> **ACTIVITY**:
Among the entries below, how many lines include the string "page"? Answer with only the number.
##### DATASET ENTRIES #####
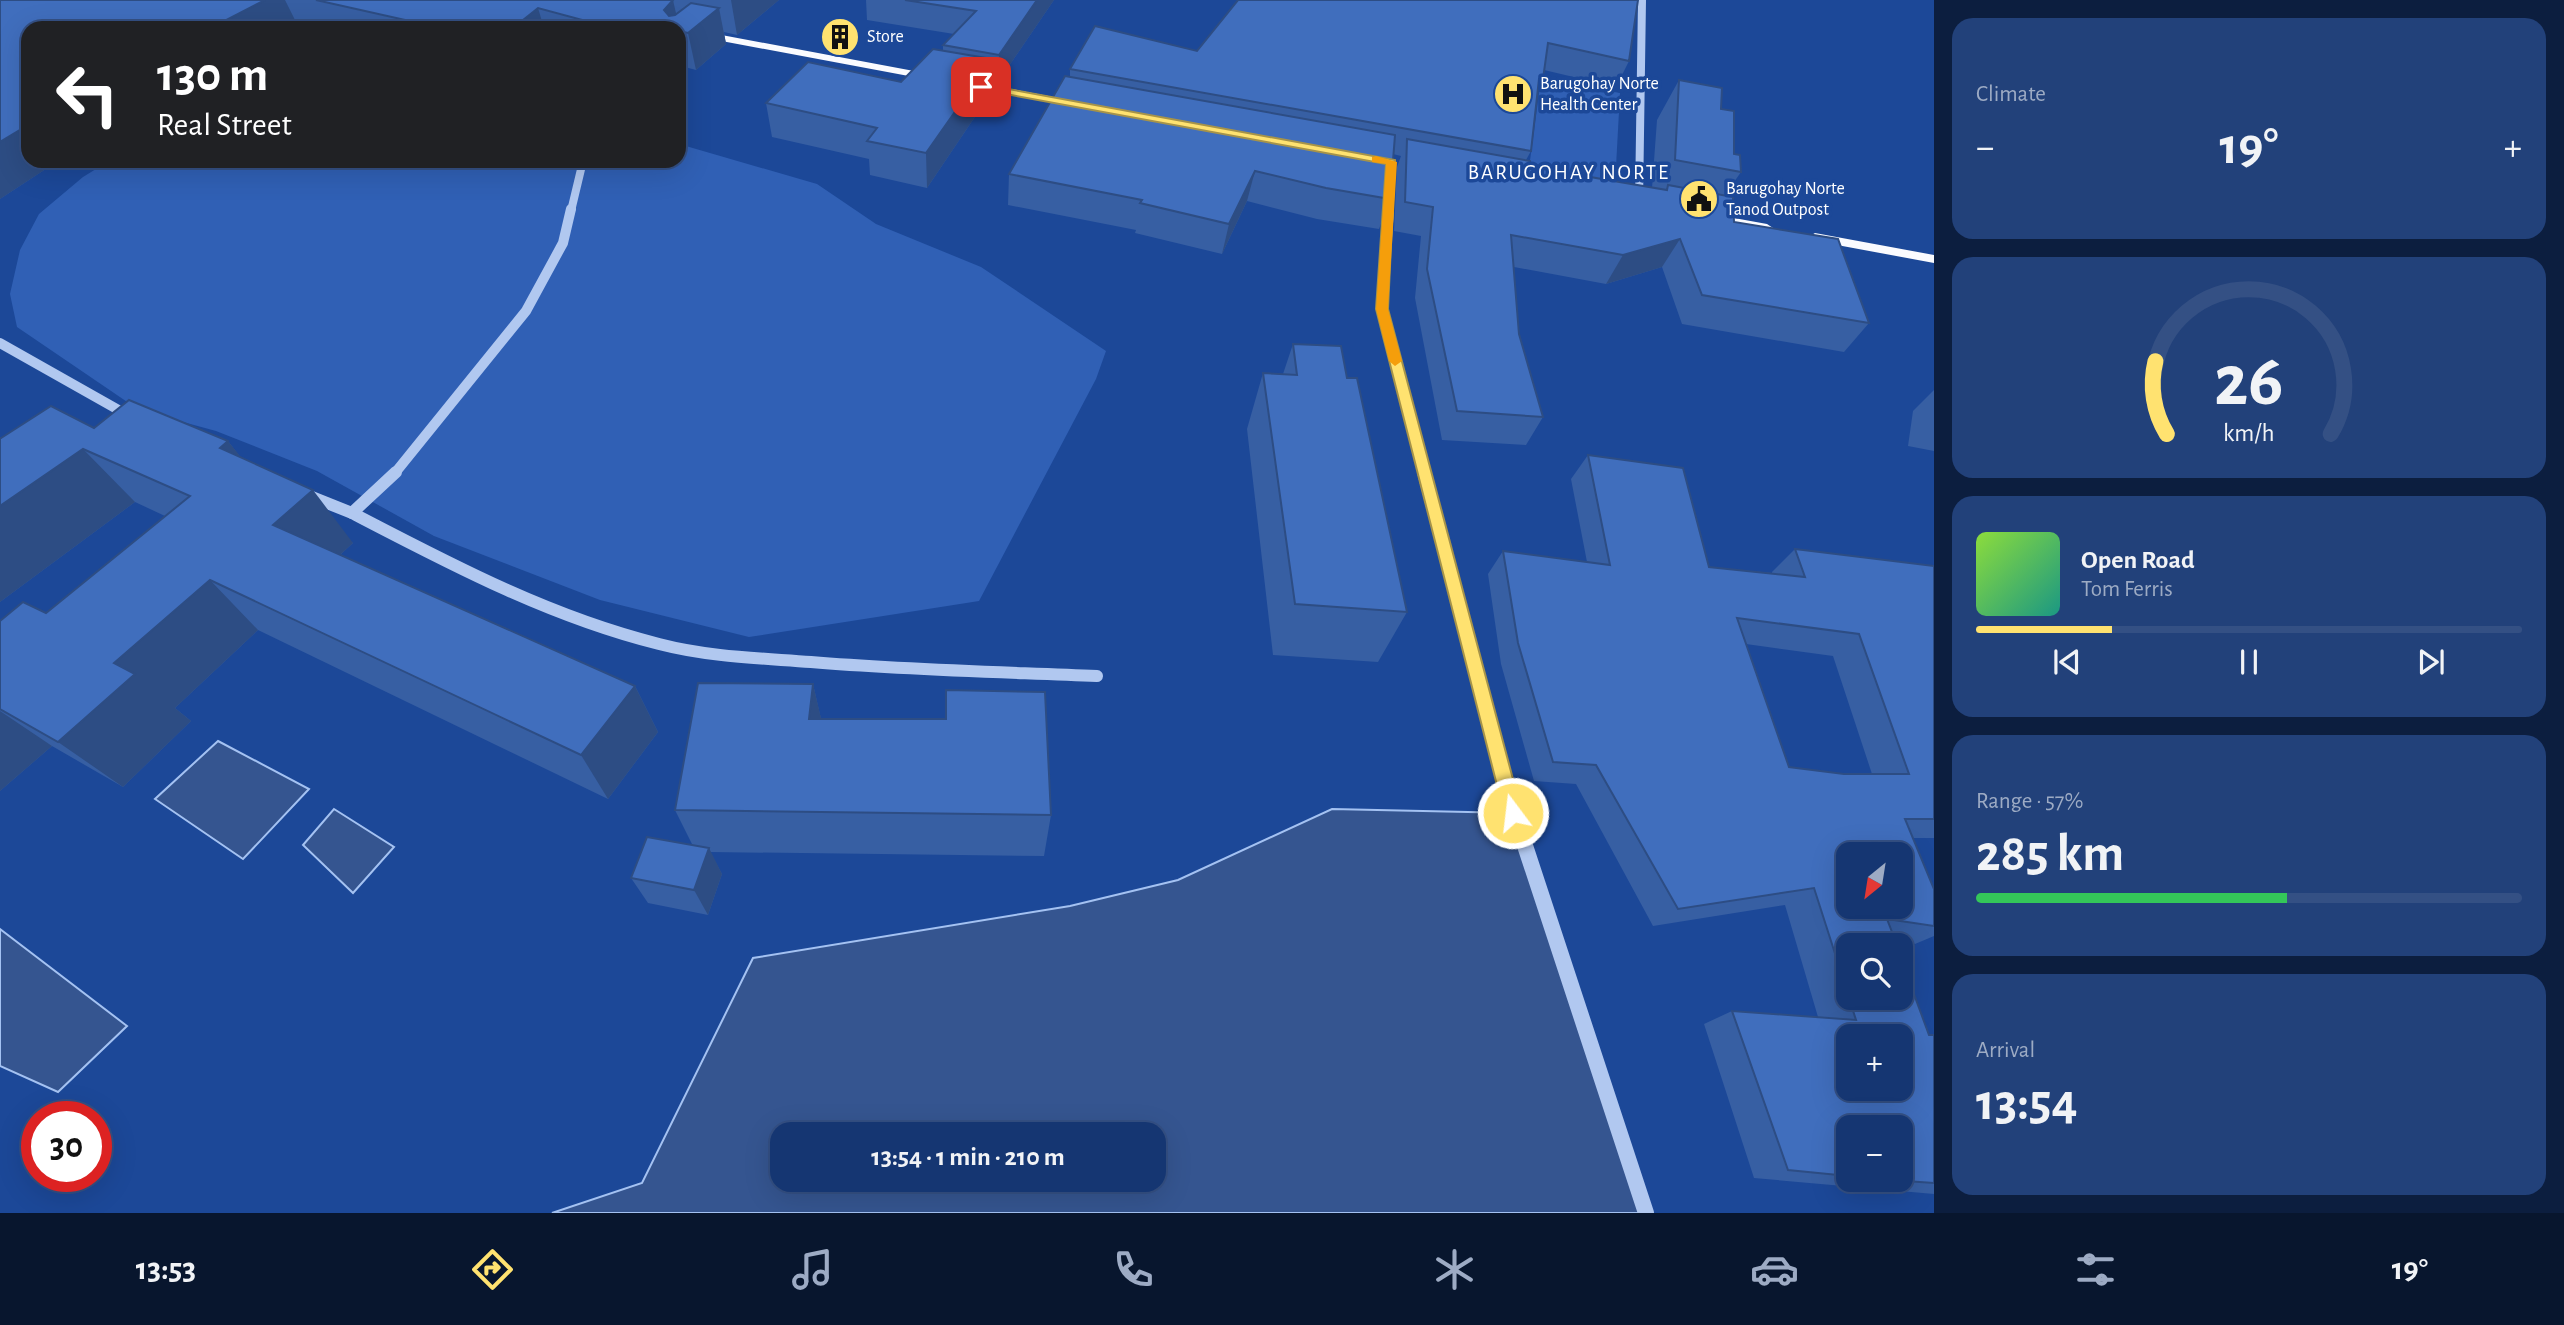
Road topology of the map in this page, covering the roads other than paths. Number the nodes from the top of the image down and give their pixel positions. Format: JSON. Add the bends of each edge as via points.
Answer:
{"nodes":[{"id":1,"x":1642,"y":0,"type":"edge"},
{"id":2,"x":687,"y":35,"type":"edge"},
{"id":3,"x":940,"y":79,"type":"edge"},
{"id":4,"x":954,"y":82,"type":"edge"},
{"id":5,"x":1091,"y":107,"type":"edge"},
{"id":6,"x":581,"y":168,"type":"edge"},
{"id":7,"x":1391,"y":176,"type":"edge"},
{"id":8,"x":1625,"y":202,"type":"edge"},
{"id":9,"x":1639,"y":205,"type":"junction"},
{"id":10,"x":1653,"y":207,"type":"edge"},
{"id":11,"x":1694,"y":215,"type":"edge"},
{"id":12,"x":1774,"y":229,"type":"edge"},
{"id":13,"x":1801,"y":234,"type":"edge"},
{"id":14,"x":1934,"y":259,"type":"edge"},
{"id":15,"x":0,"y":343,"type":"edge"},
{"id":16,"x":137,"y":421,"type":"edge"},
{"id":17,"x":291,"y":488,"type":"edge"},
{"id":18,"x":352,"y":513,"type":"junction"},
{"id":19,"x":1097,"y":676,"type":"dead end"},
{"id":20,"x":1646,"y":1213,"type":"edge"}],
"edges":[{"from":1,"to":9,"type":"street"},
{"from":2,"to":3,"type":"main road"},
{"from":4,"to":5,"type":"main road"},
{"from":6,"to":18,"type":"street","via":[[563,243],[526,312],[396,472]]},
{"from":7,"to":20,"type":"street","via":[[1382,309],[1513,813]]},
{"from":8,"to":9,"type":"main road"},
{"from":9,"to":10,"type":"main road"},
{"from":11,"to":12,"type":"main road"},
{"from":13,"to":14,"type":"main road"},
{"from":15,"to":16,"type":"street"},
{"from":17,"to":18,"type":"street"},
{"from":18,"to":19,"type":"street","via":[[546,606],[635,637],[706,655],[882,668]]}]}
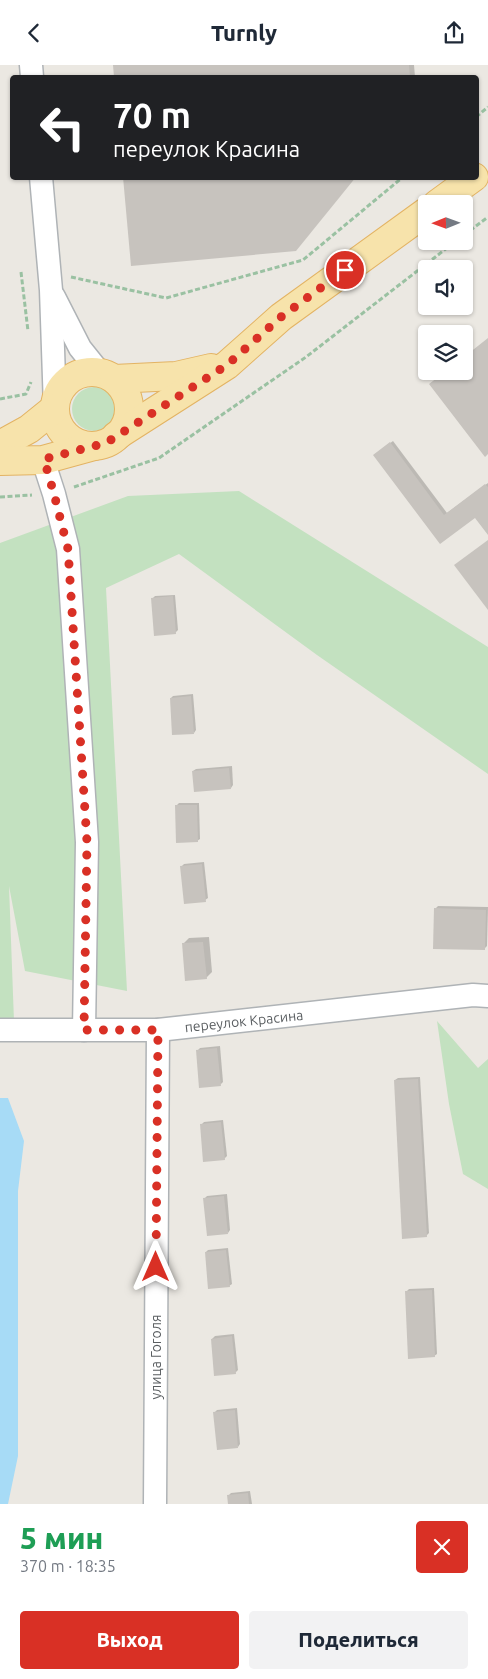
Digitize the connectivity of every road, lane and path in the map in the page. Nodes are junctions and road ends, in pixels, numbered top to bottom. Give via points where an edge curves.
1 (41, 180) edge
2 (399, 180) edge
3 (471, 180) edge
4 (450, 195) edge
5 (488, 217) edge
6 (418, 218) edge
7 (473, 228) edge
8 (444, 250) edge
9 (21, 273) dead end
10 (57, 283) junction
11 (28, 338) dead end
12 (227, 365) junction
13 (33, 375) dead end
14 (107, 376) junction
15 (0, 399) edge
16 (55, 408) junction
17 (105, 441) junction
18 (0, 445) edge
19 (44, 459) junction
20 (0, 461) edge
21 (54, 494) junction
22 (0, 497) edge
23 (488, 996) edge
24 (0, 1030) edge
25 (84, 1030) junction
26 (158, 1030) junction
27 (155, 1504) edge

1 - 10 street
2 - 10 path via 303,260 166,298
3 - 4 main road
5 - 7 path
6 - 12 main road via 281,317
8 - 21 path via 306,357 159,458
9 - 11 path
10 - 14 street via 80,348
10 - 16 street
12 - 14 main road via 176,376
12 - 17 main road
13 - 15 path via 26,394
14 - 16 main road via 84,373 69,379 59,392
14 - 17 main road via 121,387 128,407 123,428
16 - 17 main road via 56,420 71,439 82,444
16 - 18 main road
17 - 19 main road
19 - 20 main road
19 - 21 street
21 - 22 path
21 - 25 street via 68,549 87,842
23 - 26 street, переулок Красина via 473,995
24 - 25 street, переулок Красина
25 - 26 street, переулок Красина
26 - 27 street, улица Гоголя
#####
> **SOLUTION TO THIS PROBLEM**:
2